## BioHPC Environment
### System Overview
- This system is part of the Cornell BioHPC Cloud environment.
- Each user's home directory (/home/$USER) is located on a shared network-mounted Lustre filesystem.
- Each server provides a local /workdir filesystem that is physically attached to that server and is generally preferred for active computation, temporary files, intermediate results, and large datasets.
- Unless otherwise specified, assume users connect to the server via SSH and run software directly on the server.

### Long-Running Jobs
- For interactive work and short analyses, users may run commands directly from an SSH session.
- For long-running jobs executed directly on the server (without Slurm), recommend using a persistent terminal session such as screen.
- If a command is expected to run longer than the user's SSH session, suggest creating a screen session before starting the job.

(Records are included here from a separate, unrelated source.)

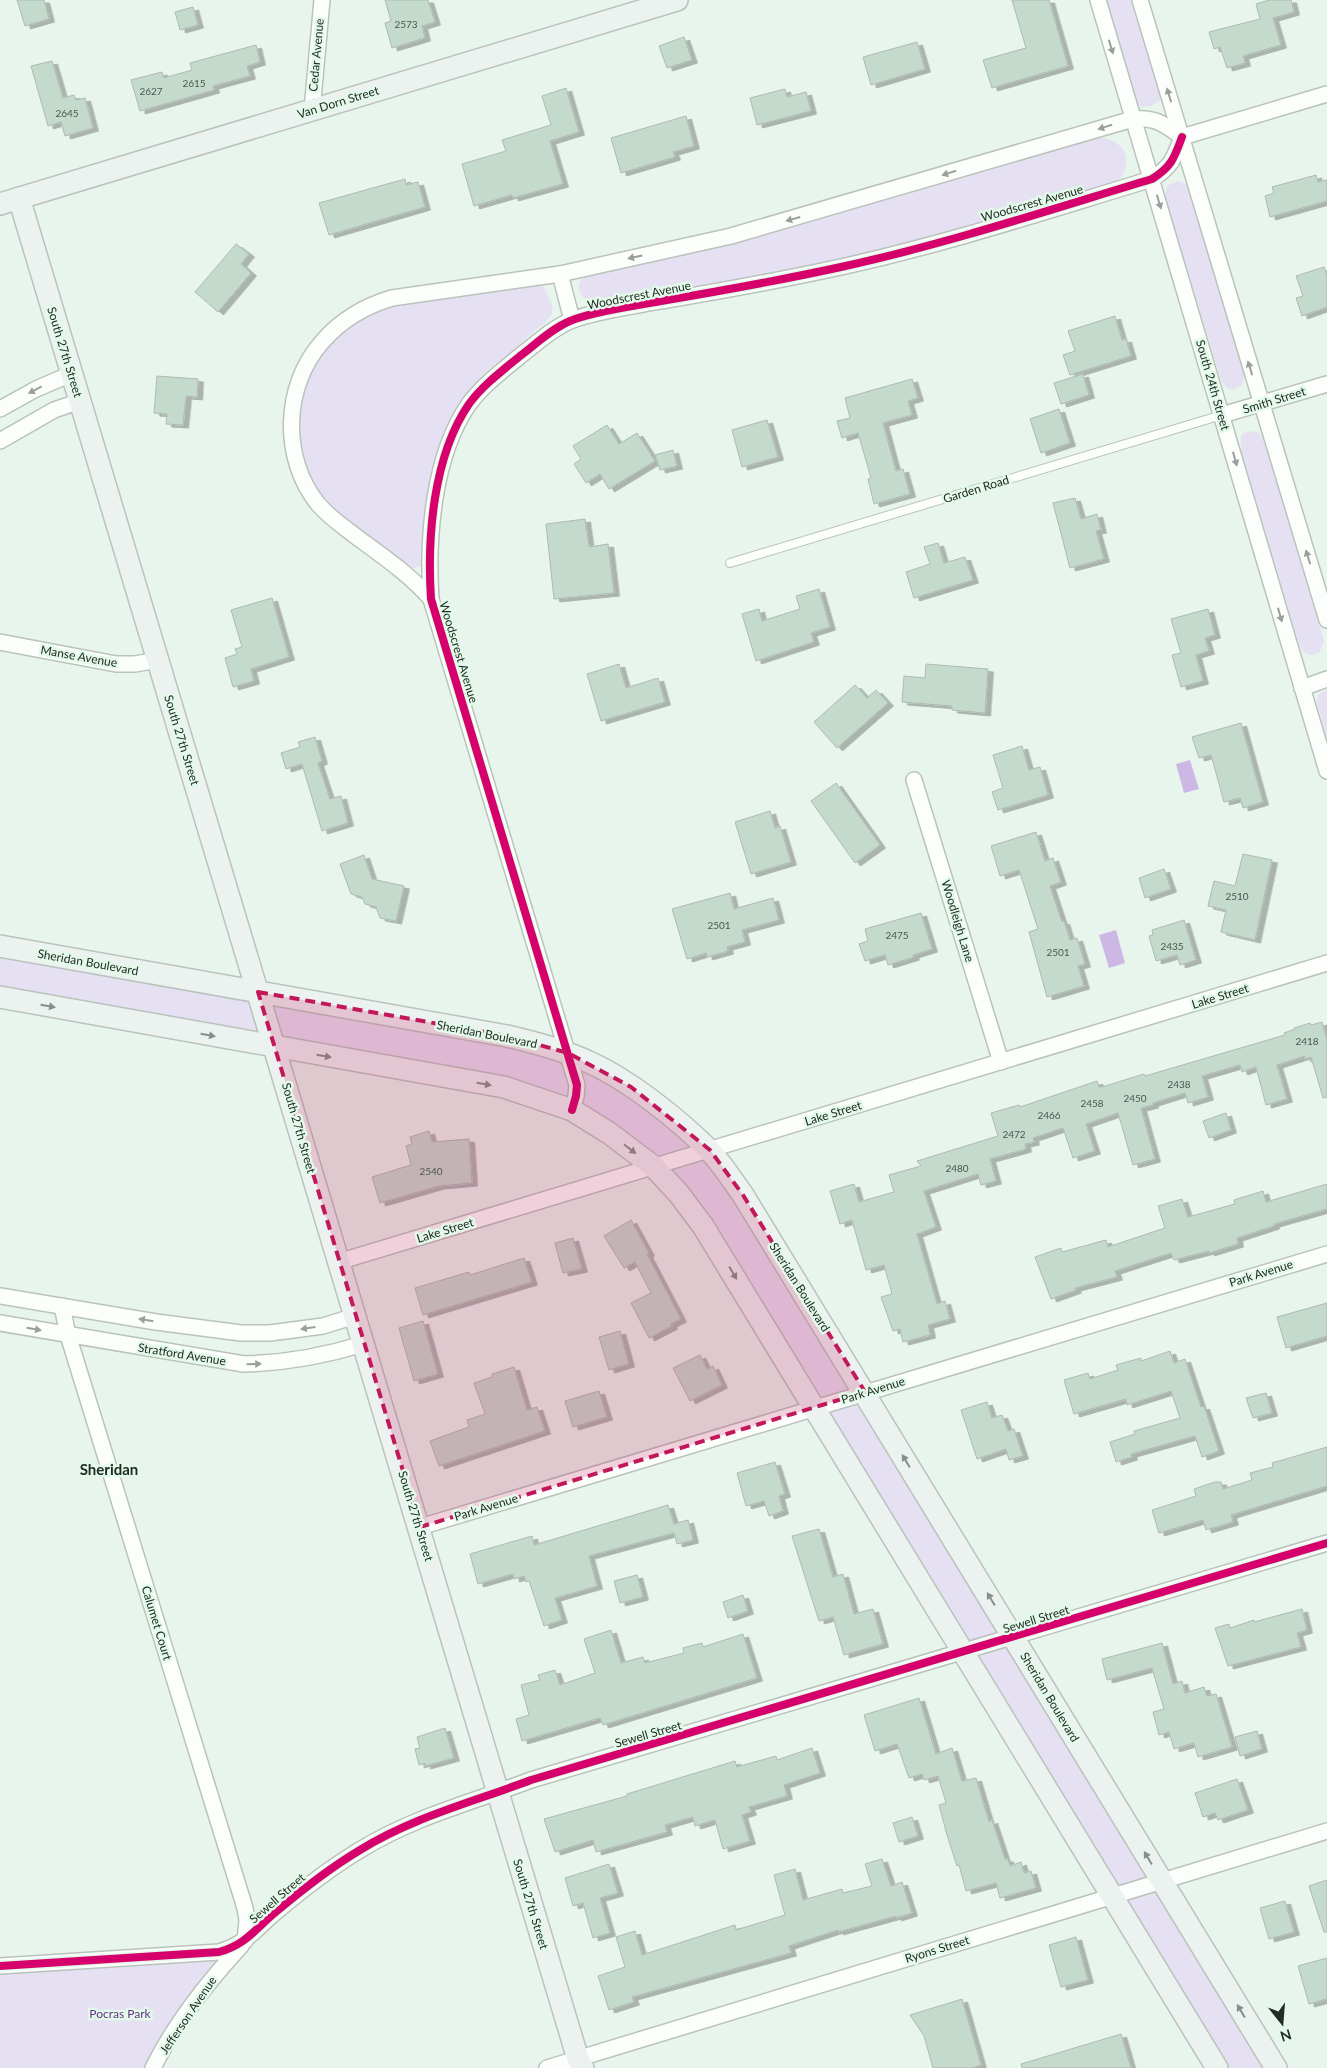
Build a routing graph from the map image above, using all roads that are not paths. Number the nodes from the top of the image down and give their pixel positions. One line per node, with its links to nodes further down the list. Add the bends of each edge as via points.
1 (322, 0): 6 (street, Cedar Avenue)
2 (677, 0): 6 (main road, Van Dorn Street)
3 (1098, 0): 7 (street, South 24th Street, one-way to 7)
4 (1140, 0): 8 (street, one-way to 4)
5 (1327, 94): 8 (street)
6 (312, 110): 10 (main road, Van Dorn Street)
7 (1133, 119): 8 (street, Woodscrest Avenue, via 1160,121); 9 (street, South 24th Street); 11 (street, Woodscrest Avenue, one-way to 11, via 731,236)
8 (1182, 138): 9 (street, Woodscrest Avenue, via 1174,160); 16 (street, one-way to 8)
9 (1152, 179): 12 (street, Woodscrest Avenue, via 894,255); 18 (street, South 24th Street, one-way to 18)
10 (9, 201): 13 (main road, South 27th Street)
11 (560, 274): 12 (street, Woodscrest Avenue); 21 (street, Woodscrest Avenue, via 376,303 356,313 322,341 300,377 291,422 292,445 306,486 330,517 415,580)
12 (572, 320): 21 (street, Woodscrest Avenue, via 544,337 487,383 454,434 442,465 436,494 429,550)
13 (71, 374): 15 (main road, South 27th Street); 17 (street, one-way to 17)
14 (1327, 384): 16 (street, Smith Street)
15 (80, 401): 19 (street, via 54,410); 24 (main road, South 27th Street)
16 (1261, 404): 18 (street, Smith Street); 22 (street, one-way to 16)
17 (0, 409)
18 (1222, 415): 20 (lane, Garden Road); 26 (street, South 24th Street, one-way to 26)
19 (0, 441)
20 (730, 563)
21 (431, 599): 34 (street, Woodscrest Avenue)
22 (1327, 620)
23 (0, 642): 24 (street, Manse Avenue, via 116,664)
24 (158, 660): 31 (main road, South 27th Street)
25 (1327, 679): 26 (street)
26 (1302, 688): 27 (street, South 24th Street)
27 (1327, 771)
28 (914, 780): 35 (street, Woodleigh Lane)
29 (0, 946): 31 (main road, Sheridan Boulevard)
30 (1327, 963): 35 (street, Lake Street)
31 (258, 992): 33 (main road, South 27th Street); 34 (main road, Sheridan Boulevard, via 507,1036)
32 (0, 997): 33 (main road, one-way to 33)
33 (276, 1048): 36 (main road, one-way to 36, via 504,1088); 40 (main road, South 27th Street)
34 (568, 1053): 36 (street, Woodscrest Avenue, via 577,1085); 37 (main road, Sheridan Boulevard, via 631,1087 664,1110)
35 (1002, 1062): 37 (street, Lake Street)
36 (572, 1110): 38 (main road, one-way to 38)
37 (710, 1150): 38 (street, Lake Street); 47 (main road, Sheridan Boulevard, via 743,1195)
38 (654, 1167): 40 (street, Lake Street); 48 (main road, one-way to 48, via 703,1226)
39 (1327, 1254): 47 (street, Park Avenue)
40 (338, 1262): 43 (main road, South 27th Street)
41 (0, 1296): 42 (street)
42 (62, 1306): 43 (street, one-way to 42, via 323,1326 241,1333); 45 (street, Calumet Court)
43 (355, 1316): 46 (main road, South 27th Street)
44 (0, 1323): 45 (street, Stratford Avenue, one-way to 45)
45 (68, 1335): 46 (street, Stratford Avenue, one-way to 46, via 244,1364 275,1364 312,1358); 57 (street, Calumet Court, via 245,1908)
46 (364, 1344): 49 (main road, South 27th Street)
47 (865, 1392): 48 (street, Park Avenue); 51 (main road, Sheridan Boulevard, one-way to 47)
48 (815, 1408): 49 (street, Park Avenue); 52 (main road)
49 (420, 1528): 53 (main road, South 27th Street)
50 (1327, 1543): 51 (street, Sewell Street)
51 (1014, 1638): 52 (street, Sewell Street); 55 (main road, Sheridan Boulevard, one-way to 51)
52 (964, 1652): 53 (street, Sewell Street); 56 (main road)
53 (497, 1792): 57 (street, Sewell Street, via 445,1809 361,1850 316,1879 274,1912); 59 (main road, South 27th Street)
54 (1327, 1831): 55 (street, Ryons Street)
55 (1162, 1881): 56 (street, Ryons Street); 63 (main road, Sheridan Boulevard, one-way to 55)
56 (1112, 1896): 59 (street, Ryons Street); 62 (main road)
57 (245, 1941): 58 (street, Sewell Street, via 219,1952); 60 (street, Jefferson Avenue, via 182,2018)
58 (0, 1966)
59 (580, 2065): 61 (street, Ryons Street)
60 (153, 2068)
61 (547, 2068)
62 (1217, 2068)
63 (1276, 2068)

- Do not assume that a long-running command will survive an SSH disconnect unless it is running inside screen, tmux, or a similar session manager.

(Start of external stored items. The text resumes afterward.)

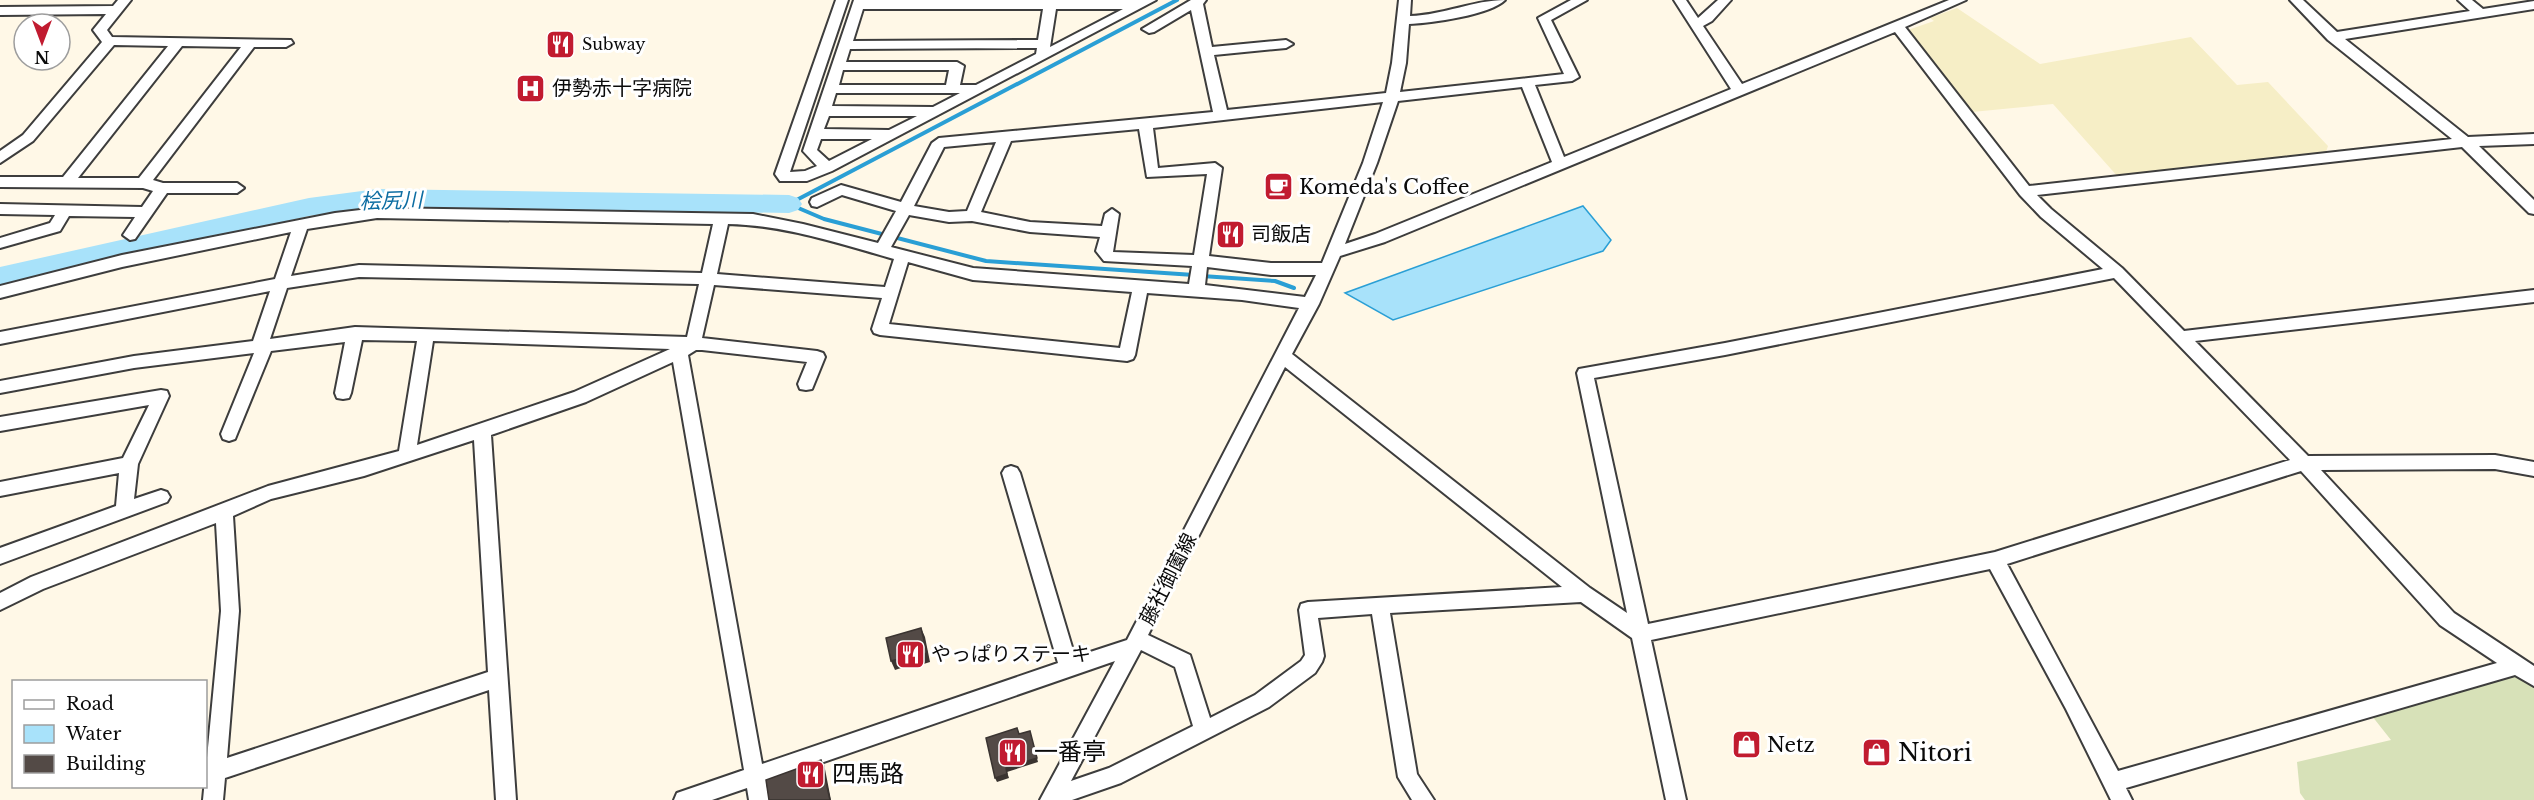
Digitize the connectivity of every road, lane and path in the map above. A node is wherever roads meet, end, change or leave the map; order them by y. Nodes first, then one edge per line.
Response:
1 (843, 0) edge
2 (1405, 0) edge
3 (1499, 0) edge
4 (1581, 0) edge
5 (1680, 0) edge
6 (1725, 0) edge
7 (1960, 0) edge
8 (2296, 0) edge
9 (2464, 0) edge
10 (1198, 1) edge
11 (859, 3) edge
12 (1051, 3) edge
13 (1144, 3) edge
14 (120, 5) edge
15 (2534, 5) edge
16 (0, 11) edge
17 (2481, 14) junction
18 (1404, 20) junction
19 (1695, 25) junction
20 (1897, 26) junction
21 (1149, 29) dead end
22 (2333, 37) junction
23 (110, 40) junction
24 (179, 41) junction
25 (251, 42) junction
26 (286, 43) dead end
27 (1286, 44) dead end
28 (846, 45) junction
29 (1043, 50) junction
30 (1207, 52) junction
31 (839, 66) junction
32 (1527, 82) junction
33 (831, 89) junction
34 (891, 89) junction
35 (952, 89) junction
36 (979, 89) junction
37 (1739, 90) junction
38 (1392, 96) junction
39 (824, 111) junction
40 (885, 111) junction
41 (935, 111) junction
42 (1221, 115) junction
43 (1144, 124) junction
44 (816, 134) junction
45 (891, 134) junction
46 (1006, 136) junction
47 (2534, 139) edge
48 (2466, 142) junction
49 (0, 158) edge
50 (1560, 164) junction
51 (827, 168) junction
52 (0, 182) edge
53 (66, 183) junction
54 (143, 183) junction
55 (237, 188) dead end
56 (163, 189) junction
57 (2025, 191) junction
58 (818, 202) dead end
59 (904, 208) junction
60 (0, 209) edge
61 (66, 209) junction
62 (2534, 209) edge
63 (147, 212) junction
64 (1112, 214) dead end
65 (972, 216) junction
66 (722, 218) junction
67 (301, 225) junction
68 (1108, 232) junction
69 (130, 235) dead end
70 (0, 243) edge
71 (884, 244) junction
72 (1333, 253) junction
73 (903, 255) junction
74 (1201, 264) junction
75 (1327, 269) junction
76 (2117, 272) junction
77 (709, 279) junction
78 (280, 284) junction
79 (1141, 286) junction
80 (1196, 289) junction
81 (0, 291) edge
82 (892, 293) junction
83 (2534, 296) edge
84 (1311, 304) junction
85 (355, 333) junction
86 (426, 335) junction
87 (2181, 336) junction
88 (0, 338) edge
89 (263, 344) junction
90 (686, 348) junction
91 (1283, 356) junction
92 (807, 384) dead end
93 (0, 387) edge
94 (343, 393) dead end
95 (0, 424) edge
96 (482, 431) junction
97 (229, 434) dead end
98 (407, 453) junction
99 (129, 464) junction
100 (2304, 464) junction
101 (2534, 469) edge
102 (1011, 473) dead end
103 (2, 491) edge
104 (161, 497) dead end
105 (124, 511) junction
106 (224, 512) junction
107 (0, 556) edge
108 (1995, 560) junction
109 (1584, 594) junction
110 (0, 602) edge
111 (1380, 606) junction
112 (1642, 634) junction
113 (1135, 642) junction
114 (2517, 665) junction
115 (1069, 668) junction
116 (2534, 677) edge
117 (498, 678) junction
118 (1204, 731) junction
119 (216, 771) junction
120 (755, 777) junction
121 (2117, 791) edge
122 (1051, 799) edge
123 (213, 800) edge
124 (506, 800) edge
125 (684, 800) edge
126 (759, 800) edge
127 (1424, 800) edge
128 (1676, 800) edge

1 - 51 street
2 - 18 street, 藤社御薗線
3 - 18 street
4 - 32 street
5 - 19 street
6 - 19 street
7 - 20 street
8 - 22 street
9 - 17 street
10 - 21 street
10 - 30 street
11 - 12 street
11 - 28 street
12 - 13 street
12 - 29 street
13 - 29 street
14 - 16 street
14 - 23 street
15 - 17 street
17 - 22 street
18 - 38 street, 藤社御薗線
19 - 37 street
20 - 37 street
20 - 57 street
22 - 48 street
23 - 24 street
23 - 49 street
24 - 25 street
24 - 53 street
25 - 26 street
25 - 54 street
27 - 30 street
28 - 29 street
28 - 31 street
29 - 36 street
30 - 42 street
31 - 33 street
31 - 35 street
32 - 38 street
32 - 50 street
33 - 34 street
33 - 39 street
34 - 35 street
34 - 40 street
35 - 36 street
36 - 41 street
37 - 50 street
38 - 42 street
38 - 72 street, 藤社御薗線
39 - 40 street
39 - 44 street
40 - 41 street
41 - 45 street
42 - 43 street
43 - 46 street
43 - 74 street
44 - 45 street
44 - 51 street
45 - 51 street
46 - 59 street
46 - 65 street
47 - 48 street
48 - 57 street
48 - 62 street
50 - 72 street
52 - 53 street
53 - 54 street
54 - 56 street
55 - 56 street
56 - 63 street
57 - 76 street
58 - 59 street
59 - 65 street
59 - 71 street
60 - 61 street
61 - 63 street
61 - 70 street
63 - 69 street
64 - 68 street
65 - 68 street
66 - 67 street
66 - 71 street
66 - 77 street
67 - 78 street
67 - 81 street
68 - 74 street
71 - 73 street
72 - 75 street, 藤社御薗線
73 - 79 street
73 - 82 street
74 - 75 street
74 - 80 street
75 - 84 street, 藤社御薗線
76 - 87 street
76 - 112 street
77 - 78 street
77 - 82 street
77 - 90 street
78 - 88 street
78 - 89 street
79 - 80 street
79 - 82 street
80 - 84 street
83 - 87 street
84 - 91 street, 藤社御薗線
85 - 86 street
85 - 89 street
85 - 94 street
86 - 90 street
86 - 98 street
87 - 100 street
89 - 93 street
89 - 97 street
90 - 92 street
90 - 96 street
90 - 120 street
91 - 109 street
91 - 113 street, 藤社御薗線
95 - 99 street
96 - 98 street
96 - 117 street
98 - 106 street
99 - 103 street
99 - 105 street
100 - 101 street
100 - 108 street
100 - 114 street
102 - 115 street
104 - 105 street
105 - 107 street
106 - 110 street
106 - 119 street
108 - 112 street
108 - 121 street
109 - 111 street
109 - 112 street
111 - 118 street
111 - 127 street
112 - 128 street
113 - 115 street
113 - 118 street
113 - 122 street, 藤社御薗線
114 - 116 street
114 - 121 street
115 - 120 street
117 - 119 street
117 - 124 street
118 - 122 street
119 - 123 street
120 - 125 street
120 - 126 street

- Screen tutorial can be found at https://biohpc.cornell.edu/lab/doc/Linux_exercise_part2.pdf

## Working Directory

- Store all working files, intermediate results, and large datasets under `/workdir/$USER`. Do not use your home directory (`/home/$USER`) for compute-intensive workflows or large files.
- If software requires a large temporary directory, do not use `/tmp`, as it may have limited capacity and is shared across users.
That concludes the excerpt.